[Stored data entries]

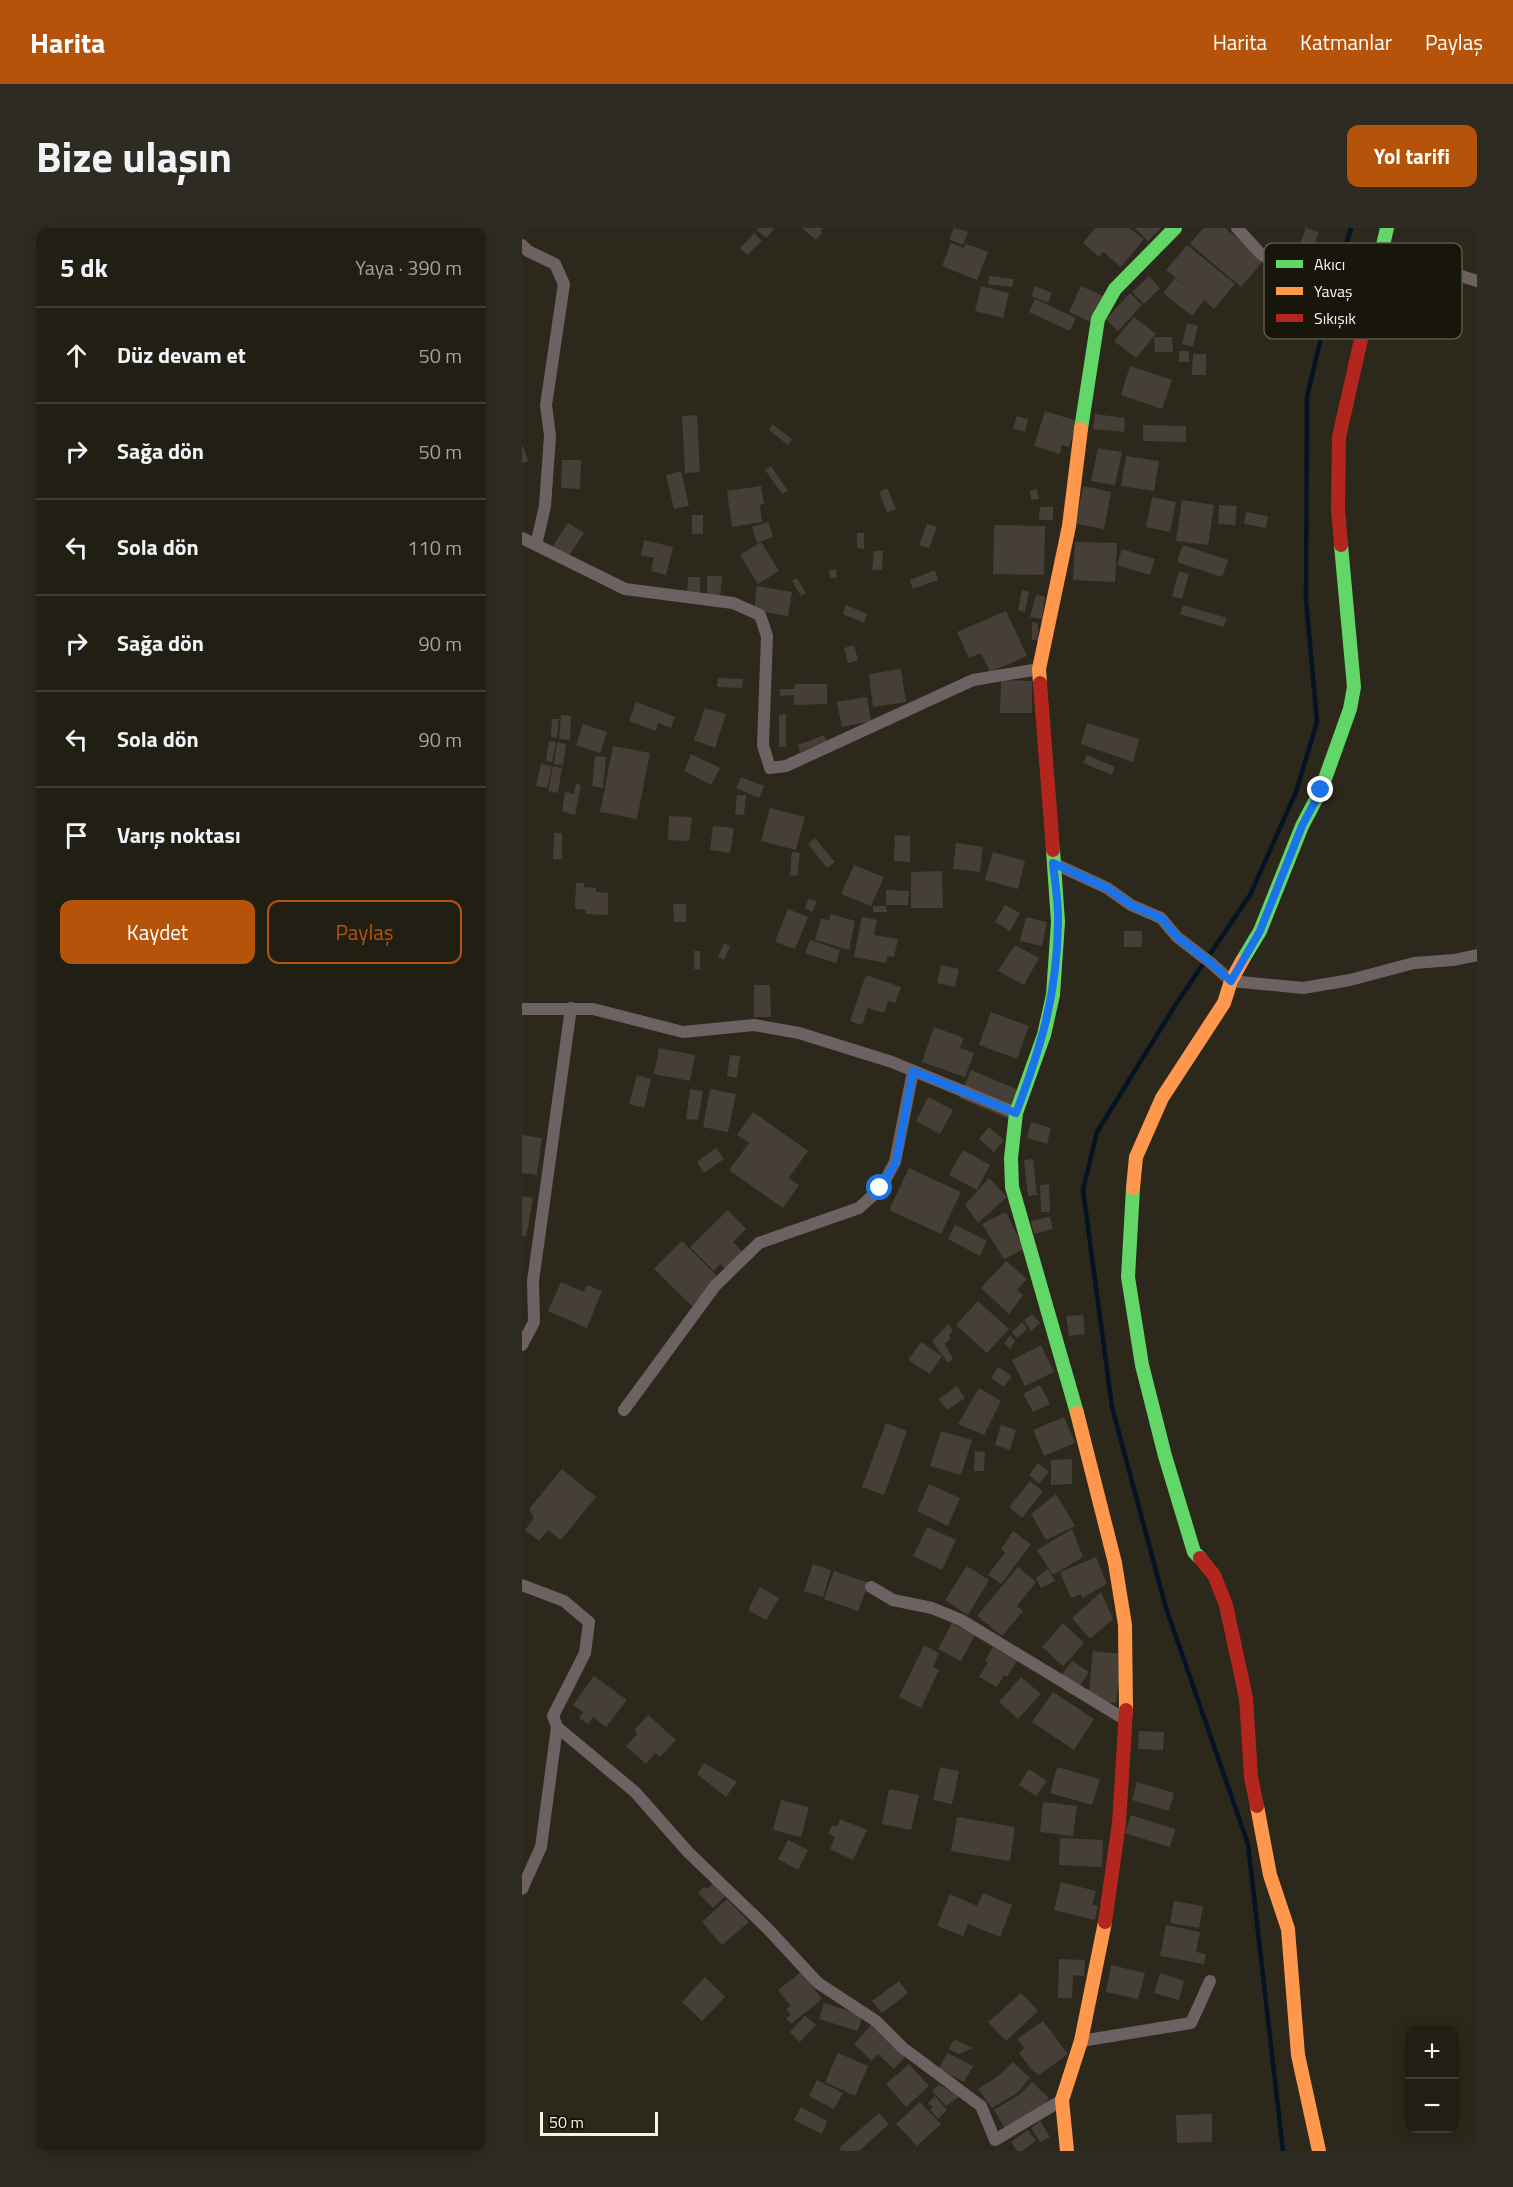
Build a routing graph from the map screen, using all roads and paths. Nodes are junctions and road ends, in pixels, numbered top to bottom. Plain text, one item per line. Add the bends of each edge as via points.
1 (1176, 228) edge
2 (1237, 228) edge
3 (1387, 228) edge
4 (1383, 243) edge
5 (522, 245) edge
6 (1264, 256) edge
7 (1462, 276) edge
8 (1477, 281) edge
9 (1361, 339) edge
10 (522, 538) edge
11 (536, 546) junction
12 (1039, 669) junction
13 (1053, 863) junction
14 (1477, 955) edge
15 (1231, 981) junction
16 (571, 1008) junction
17 (522, 1009) edge
18 (913, 1071) junction
19 (1016, 1113) junction
20 (522, 1345) edge
21 (624, 1410) dead end
22 (522, 1585) edge
23 (871, 1587) dead end
24 (1126, 1720) junction
25 (557, 1728) junction
26 (522, 1889) edge
27 (1210, 1981) dead end
28 (1081, 2041) junction
29 (1062, 2100) junction
30 (1067, 2151) edge
31 (1319, 2151) edge

1 - 12 street via 1115,289 1098,319 1069,526
2 - 6 street
3 - 4 street
5 - 11 street via 555,264 564,284 546,405 550,436 545,506
7 - 8 street
9 - 15 street via 1339,437 1338,509 1354,687 1350,709 1321,790 1302,826 1260,931
10 - 11 street
11 - 12 street via 625,589 732,603 760,615 767,636 763,745 770,768 786,766 973,680
12 - 13 street
13 - 15 street via 1161,918 1177,937
13 - 19 street via 1058,922 1053,995 1044,1035
14 - 15 street via 1414,963 1304,988
15 - 31 street via 1224,1003 1162,1098 1136,1157 1128,1277 1142,1365 1165,1456 1194,1552 1214,1575 1226,1605 1246,1698 1251,1777 1270,1875 1288,1929 1298,2055
16 - 17 street
16 - 18 street via 593,1009 683,1032 754,1025 799,1033
16 - 20 street via 533,1281 534,1322
18 - 19 street
18 - 21 street via 896,1162 880,1188 859,1208 759,1243 715,1286
19 - 24 street via 1012,1187 1068,1373 1115,1563 1125,1624
22 - 25 street via 564,1601 589,1622 585,1653 553,1716
23 - 24 street via 893,1600 932,1608 961,1620
24 - 28 street via 1109,1899
25 - 26 street via 541,1848
25 - 29 street via 635,1792 688,1852 818,1983 876,2021 903,2048 981,2106 995,2140
27 - 28 street via 1191,2023
28 - 29 street
29 - 30 street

**Description of the task**: Retype all the entries exactly; drop the pictures.

**Solution**:
Build a routing graph from the map screen, using all roads and paths. Nodes are junctions and road ends, in pixels, numbered top to bottom. Plain text, one item per line. Add the bends of each edge as via points.
1 (1176, 228) edge
2 (1237, 228) edge
3 (1387, 228) edge
4 (1383, 243) edge
5 (522, 245) edge
6 (1264, 256) edge
7 (1462, 276) edge
8 (1477, 281) edge
9 (1361, 339) edge
10 (522, 538) edge
11 (536, 546) junction
12 (1039, 669) junction
13 (1053, 863) junction
14 (1477, 955) edge
15 (1231, 981) junction
16 (571, 1008) junction
17 (522, 1009) edge
18 (913, 1071) junction
19 (1016, 1113) junction
20 (522, 1345) edge
21 (624, 1410) dead end
22 (522, 1585) edge
23 (871, 1587) dead end
24 (1126, 1720) junction
25 (557, 1728) junction
26 (522, 1889) edge
27 (1210, 1981) dead end
28 (1081, 2041) junction
29 (1062, 2100) junction
30 (1067, 2151) edge
31 (1319, 2151) edge

1 - 12 street via 1115,289 1098,319 1069,526
2 - 6 street
3 - 4 street
5 - 11 street via 555,264 564,284 546,405 550,436 545,506
7 - 8 street
9 - 15 street via 1339,437 1338,509 1354,687 1350,709 1321,790 1302,826 1260,931
10 - 11 street
11 - 12 street via 625,589 732,603 760,615 767,636 763,745 770,768 786,766 973,680
12 - 13 street
13 - 15 street via 1161,918 1177,937
13 - 19 street via 1058,922 1053,995 1044,1035
14 - 15 street via 1414,963 1304,988
15 - 31 street via 1224,1003 1162,1098 1136,1157 1128,1277 1142,1365 1165,1456 1194,1552 1214,1575 1226,1605 1246,1698 1251,1777 1270,1875 1288,1929 1298,2055
16 - 17 street
16 - 18 street via 593,1009 683,1032 754,1025 799,1033
16 - 20 street via 533,1281 534,1322
18 - 19 street
18 - 21 street via 896,1162 880,1188 859,1208 759,1243 715,1286
19 - 24 street via 1012,1187 1068,1373 1115,1563 1125,1624
22 - 25 street via 564,1601 589,1622 585,1653 553,1716
23 - 24 street via 893,1600 932,1608 961,1620
24 - 28 street via 1109,1899
25 - 26 street via 541,1848
25 - 29 street via 635,1792 688,1852 818,1983 876,2021 903,2048 981,2106 995,2140
27 - 28 street via 1191,2023
28 - 29 street
29 - 30 street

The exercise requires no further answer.